Seguendo questa impostazione fondamentale, si pensa di non dover riconoscere l’enciclica “Veritatis splendor” come espressione autentica del magistero della chiesa. Ovvero, non la si riconosce come esercizio legittimo del carisma di determinare autenticamente i contenuti della fede e della morale, carisma affidato da Cristo alla chiesa e da questa attuato con l’assistenza dello Spirito Santo. Conseguentemente alcuni autori sono convinti di poter rendere la “Veritatis splendor” oggetto di una “quaestio disputata”, e si sentono autorizzati a favorire il dissenso pubblico da un pronunciamento del magistero ordinario del romano pontefice. In questo modo si incorre in un comportamento teologicamente ed ecclesiologicamente scorretto (cf.

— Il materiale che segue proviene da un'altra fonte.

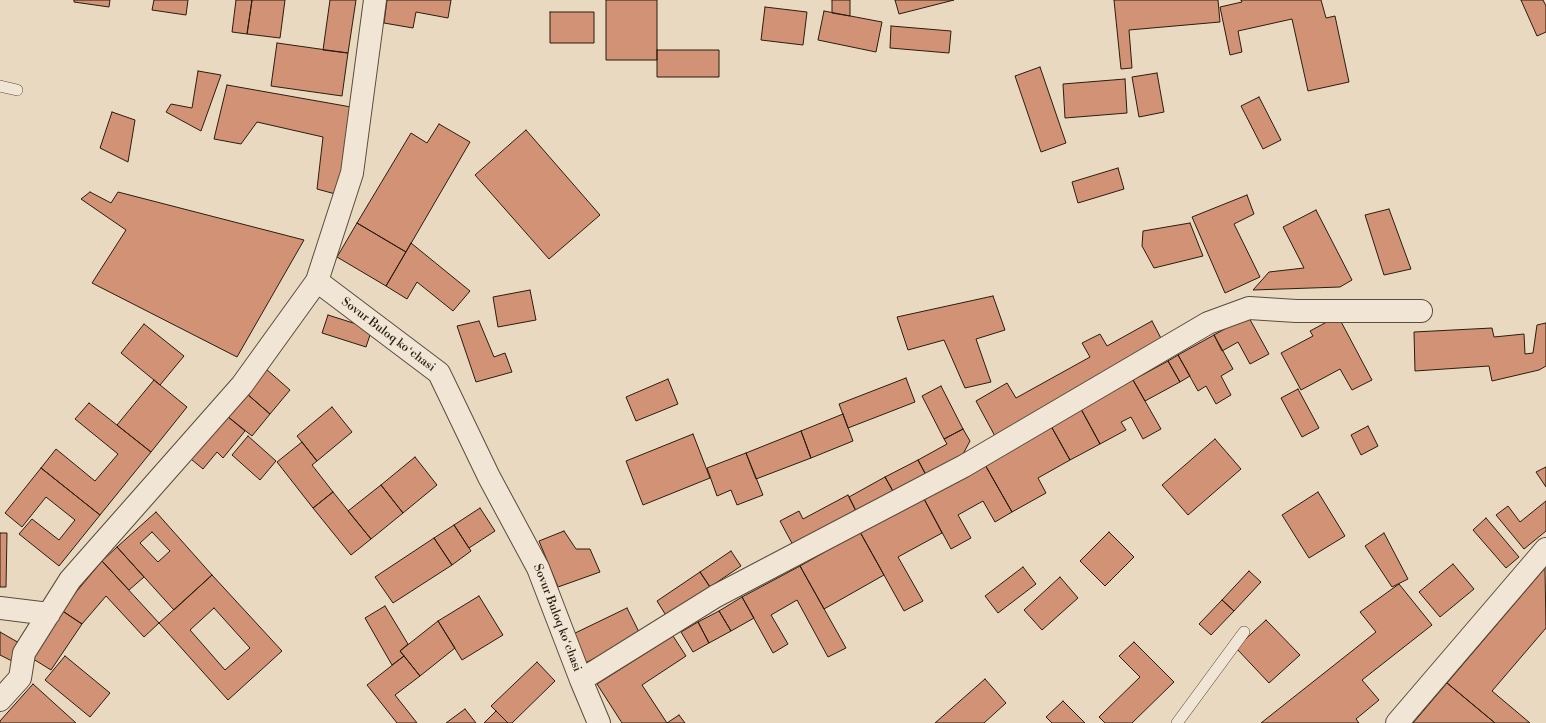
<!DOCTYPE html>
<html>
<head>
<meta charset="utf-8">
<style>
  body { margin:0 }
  canvas { display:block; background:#e9d9c0 }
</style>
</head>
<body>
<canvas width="1546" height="723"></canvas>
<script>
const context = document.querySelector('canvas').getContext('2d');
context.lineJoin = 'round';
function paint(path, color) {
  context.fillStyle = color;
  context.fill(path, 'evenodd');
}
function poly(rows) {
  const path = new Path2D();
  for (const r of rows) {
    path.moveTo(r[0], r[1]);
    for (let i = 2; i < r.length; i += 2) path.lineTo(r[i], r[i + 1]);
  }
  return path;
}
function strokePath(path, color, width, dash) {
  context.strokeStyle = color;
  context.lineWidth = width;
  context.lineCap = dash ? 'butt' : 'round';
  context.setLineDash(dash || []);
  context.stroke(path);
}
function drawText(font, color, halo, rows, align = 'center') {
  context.font = font + ' "Libre Bodoni",serif';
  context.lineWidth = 3;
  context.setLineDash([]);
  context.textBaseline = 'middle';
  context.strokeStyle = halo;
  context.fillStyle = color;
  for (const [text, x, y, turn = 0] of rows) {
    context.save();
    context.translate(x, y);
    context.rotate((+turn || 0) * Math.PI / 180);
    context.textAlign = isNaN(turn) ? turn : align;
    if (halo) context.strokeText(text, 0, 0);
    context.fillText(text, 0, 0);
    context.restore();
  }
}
const building = poly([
  [74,0,110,0,109,7,74,2,74,0],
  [154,0,188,0,186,15,152,10,154,0],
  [236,0,252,0,247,34,232,32,236,0],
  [252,0,285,0,280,38,247,34,252,0],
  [330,0,356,0,348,53,323,50,330,0],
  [387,0,451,0,448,18,416,12,413,28,384,23,387,0],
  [606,0,657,0,657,60,606,60,606,0],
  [832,0,850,0,850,16,832,13,832,0],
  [895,0,954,0,899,14,895,0],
  [1114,0,1218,0,1220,22,1129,30,1132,68,1121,69,1114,0],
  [1241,0,1321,0,1326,18,1335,16,1349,82,1308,91,1292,19,1238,31,1242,52,1230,55,1220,7,1242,2,1241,0],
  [1521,0,1543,0,1546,6,1546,32,1537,36,1521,0],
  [765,7,807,12,803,45,761,40,765,7],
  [824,11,882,22,876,52,818,40,824,11],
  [550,12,594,12,594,43,550,43,550,12],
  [891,26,951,31,949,53,890,48,891,26],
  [277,43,348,53,342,96,271,86,277,43],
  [657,50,719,50,719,77,657,77,657,50],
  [1040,67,1066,143,1041,152,1015,76,1040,67],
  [198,71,221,75,201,131,166,112,171,104,192,108,198,71],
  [1157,73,1164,112,1139,117,1132,77,1157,73],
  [1125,79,1127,113,1065,118,1063,84,1125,79],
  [227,85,351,107,339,195,317,189,323,137,257,122,241,144,214,139,227,85],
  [1259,97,1281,140,1263,149,1241,106,1259,97],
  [112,112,135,120,128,162,100,148,112,112],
  [439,124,470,142,406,252,357,223,411,133,427,143,439,124],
  [526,130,600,215,549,259,475,175,526,130],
  [1118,168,1124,189,1078,203,1072,182,1118,168],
  [90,192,111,203,118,192,304,240,237,357,92,283,126,230,81,199,90,192],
  [1247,195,1254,214,1234,224,1260,277,1225,293,1192,217,1247,195],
  [1389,209,1411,269,1384,275,1365,215,1389,209],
  [1316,210,1352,280,1340,287,1253,290,1269,272,1304,268,1283,227,1316,210],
  [357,223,406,252,386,286,337,257,357,223],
  [1190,223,1203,256,1154,268,1142,246,1143,231,1190,223],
  [411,243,470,291,453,311,417,282,407,299,386,286,411,243],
  [530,290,536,320,498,327,493,297,530,290],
  [993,296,1005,330,976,339,991,382,965,388,944,340,908,350,897,317,993,296],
  [328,315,372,329,366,347,322,333,328,315],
  [1248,316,1269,354,1250,364,1238,342,1222,351,1214,335,1248,316],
  [1338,316,1372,380,1352,390,1340,369,1301,390,1281,353,1313,336,1310,331,1338,316],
  [479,321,494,357,505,353,512,372,476,382,457,326,479,321],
  [1152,321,1164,344,996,438,976,401,1007,383,1016,398,1090,357,1082,343,1100,334,1107,346,1152,321],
  [1546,323,1546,366,1539,370,1492,381,1489,366,1415,371,1414,332,1492,328,1494,337,1524,334,1525,354,1533,353,1537,325,1546,323],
  [144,324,184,356,160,385,121,353,144,324],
  [1214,335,1233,369,1221,376,1231,395,1216,404,1206,386,1198,391,1178,355,1214,335],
  [1178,355,1190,376,1180,382,1168,361,1178,355],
  [1168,361,1180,382,1145,401,1133,380,1168,361],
  [266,369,290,390,270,414,246,393,266,369],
  [906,378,915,402,848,428,839,404,906,378],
  [668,379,678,404,636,421,626,397,668,379],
  [154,380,187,407,151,452,117,425,154,380],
  [1133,380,1161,429,1143,439,1131,417,1121,422,1126,430,1100,444,1081,409,1133,380],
  [941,386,963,429,944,439,922,396,941,386],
  [1298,389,1319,428,1302,437,1281,398,1298,389],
  [246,393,270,414,252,436,227,416,246,393],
  [89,403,151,452,100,515,41,468,56,449,95,481,118,454,75,419,89,403],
  [332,407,352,432,317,461,297,436,332,407],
  [1081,409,1100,444,1070,460,1051,426,1081,409],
  [843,414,853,441,811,458,801,431,843,414],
  [227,416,245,431,223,458,217,452,203,469,191,459,227,416],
  [1051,426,1070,460,1038,478,1046,493,1012,512,984,463,1051,426],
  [1368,426,1378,446,1361,455,1351,435,1368,426],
  [963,429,970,441,962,456,926,475,918,460,947,444,944,439,963,429],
  [801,431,811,458,756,479,746,453,801,431],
  [693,434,710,478,643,505,626,461,693,434],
  [248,436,276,461,260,480,232,455,248,436],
  [1215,439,1241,469,1188,515,1162,485,1215,439],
  [302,442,317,461,312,465,333,492,313,508,277,462,302,442],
  [746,453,763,495,737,505,731,490,717,496,707,468,746,453],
  [415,457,437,485,403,513,381,485,415,457],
  [918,460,926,475,894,493,885,477,918,460],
  [984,463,1012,512,995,522,983,501,958,515,971,538,951,549,923,497,984,463],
  [1546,467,1546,487,1536,472,1546,467],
  [41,468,100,515,59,566,19,534,32,519,59,540,75,520,46,497,22,527,5,513,41,468],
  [885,477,894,493,857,513,849,497,885,477],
  [381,485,403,513,371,539,348,511,381,485],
  [333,492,371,539,351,555,313,508,333,492],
  [1318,492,1345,536,1309,558,1282,515,1318,492],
  [848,495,857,513,794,547,780,521,799,511,803,519,848,495],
  [923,497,942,533,898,557,923,601,904,611,860,532,923,497],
  [1546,501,1546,531,1524,549,1496,515,1508,506,1520,522,1546,501],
  [480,508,495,531,469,548,454,525,480,508],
  [156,512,212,575,174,610,117,547,156,512],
  [152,532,170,551,158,562,140,543,152,532],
  [1486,518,1519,557,1506,568,1473,530,1486,518],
  [454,525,471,551,452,565,434,538,454,525],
  [564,531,576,549,590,549,600,572,558,587,539,541,564,531],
  [860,532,884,575,824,609,800,566,860,532],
  [1109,532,1134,557,1105,586,1080,561,1109,532],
  [0,533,7,533,6,587,0,587,0,533],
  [1384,533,1408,579,1392,587,1365,546,1384,533],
  [434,538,452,565,393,603,375,577,434,538],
  [117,547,144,577,129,590,102,561,117,547],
  [731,551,741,566,710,587,700,572,731,551],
  [102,561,159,623,144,637,106,596,82,624,61,610,102,561],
  [1453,564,1474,589,1440,617,1419,592,1453,564],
  [800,566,846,648,828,657,797,600,771,615,788,644,773,653,742,597,800,566],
  [1023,567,1036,584,998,613,985,596,1023,567],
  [1545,568,1546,628,1492,691,1530,723,1495,723,1447,683,1545,568],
  [1249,571,1261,582,1234,611,1222,600,1249,571],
  [700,572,710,587,667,617,657,601,700,572],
  [212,575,282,651,228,700,159,623,212,575],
  [214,608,250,648,225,670,190,630,214,608],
  [1060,577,1078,598,1042,630,1024,610,1060,577],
  [1399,584,1432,625,1362,680,1379,700,1356,719,1359,723,1261,723,1376,632,1360,612,1399,584],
  [479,596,503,635,462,660,438,621,479,596],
  [742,597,754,618,731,631,719,611,742,597],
  [1222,600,1234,611,1211,635,1199,624,1222,600],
  [385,606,408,644,400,651,404,656,392,665,365,618,385,606],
  [627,608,641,636,583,664,569,636,627,608],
  [61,610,82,624,51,670,30,657,61,610],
  [719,611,731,631,709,643,698,622,719,611],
  [1266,620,1300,655,1269,683,1236,648,1266,620],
  [438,621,455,648,420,676,400,651,438,621],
  [698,622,709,643,693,652,681,632,698,622],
  [0,632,21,644,12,661,0,655,0,632],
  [673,636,686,656,642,685,667,723,622,723,597,684,673,636],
  [1134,642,1174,682,1132,723,1105,723,1099,717,1140,677,1119,656,1134,642],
  [65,656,110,693,90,717,45,680,65,656],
  [404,656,420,676,395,695,417,723,397,723,367,685,404,656],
  [537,662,555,681,512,723,508,723,491,706,537,662],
  [985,679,1006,703,984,723,935,723,985,679],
  [1447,683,1495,723,1413,723,1447,683],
  [33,684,76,723,0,723,0,721,33,684],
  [1063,701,1085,723,1052,723,1046,717,1063,701],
  [465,709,476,723,446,723,465,709],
  [496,711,508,723,484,723,496,711],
  [679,715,685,723,667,723,679,715]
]);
paint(building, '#d19275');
strokePath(building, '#2a1d0f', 1);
const lane = poly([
  [0,86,17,90],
  [1177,723,1244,632]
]);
const street = poly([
  [317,281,439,373,489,477,538,568,581,680,599,723],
  [0,608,49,614],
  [581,680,716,596,964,466,1208,323,1249,308,1296,311,1421,311],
  [0,700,20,678,24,653,70,580,242,385,317,281,352,173,375,0],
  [1397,723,1546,549]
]);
strokePath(lane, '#5a4c3b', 12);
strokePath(street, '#5a4c3b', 24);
strokePath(lane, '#f1e6d6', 11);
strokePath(street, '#f1e6d6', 22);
drawText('12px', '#2a1d0f', '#f1e6d6', [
  ["Sovur Buloq koʻchasi",388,335,37],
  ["Sovur Buloq koʻchasi",557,618,69]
]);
</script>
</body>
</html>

Lumen gentium, n. 25), e allo stesso tempo viene confermata con i fatti l’esattezza della diagnosi e del discernimento dottrinale operato dalla Veritatis splendor, specialmente nei passi in cui essa spiega come un certo modo di concepire l’autonomia morale porta a “negare l’esistenza, nella rivelazione divina, di un contenuto morale specifico e determinato, universalmente valido e permanente”, e a misconoscere pertanto l’esistenza di “una competenza dottrinale specifica da parte della chiesa e del suo magistero circa norme morali determinate riguardanti il cosiddetto bene umano” (Veritatis splendor, n. 37). L’esplicito criticismo di alcuni contributi del libro risponde alla convinzione che le questioni morali non possono essere, ratione materiae, oggetto del magistero della chiesa, e vuole essere l’esplicita protesta da parte di coloro che vedono e vedranno in ogni insegnamento morale del magistero l’abusiva ingiunzione di una posizione teologica di parte.
Come ha ricordato recentemente Giovanni Paolo II, “per una comunità che si fonda essenzialmente sull’adesione condivisa alla parola di Dio e sulla conseguente certezza di vivere nella verità, l’autorità nella determinazione dei contenuti da credere e da professare è qualcosa a cui non si può rinunciare… Nelle encicliche Veritatis splendor ed Evangelium vitae, così come nella lettera apostolica Ordinatio sacerdotalis, ho voluto riproporre la dottrina costante della fede della chiesa, con un atto di conferma di verità chiaramente attestate dalla Scrittura, dalla tradizione apostolica e dall’insegnamento unanime dei pastori. Tali dichiarazioni, in virtù dell’autorità trasmessa al successore di Pietro di “confermare i fratelli” (Lc 22,32), esprimono quindi la comune certezza presente nella vita e nell’insegnamento della chiesa” (Discorso alla sessione plenaria della Congregazione per la dottrina della fede, 24.11.1995, nn. 5-6, in L’Osservatore Romano, 25 novembre 1995, p. 6). A nessuno sfugge che contestare in linea di principio il ruolo del magistero della chiesa espresso in queste parole, come di fatto si rileva nel presente libro, non costituisce un problema semplicemente disciplinare, bensì intacca profondamente l’unità e l’identità della Parola sulla quale è fondata la chiesa.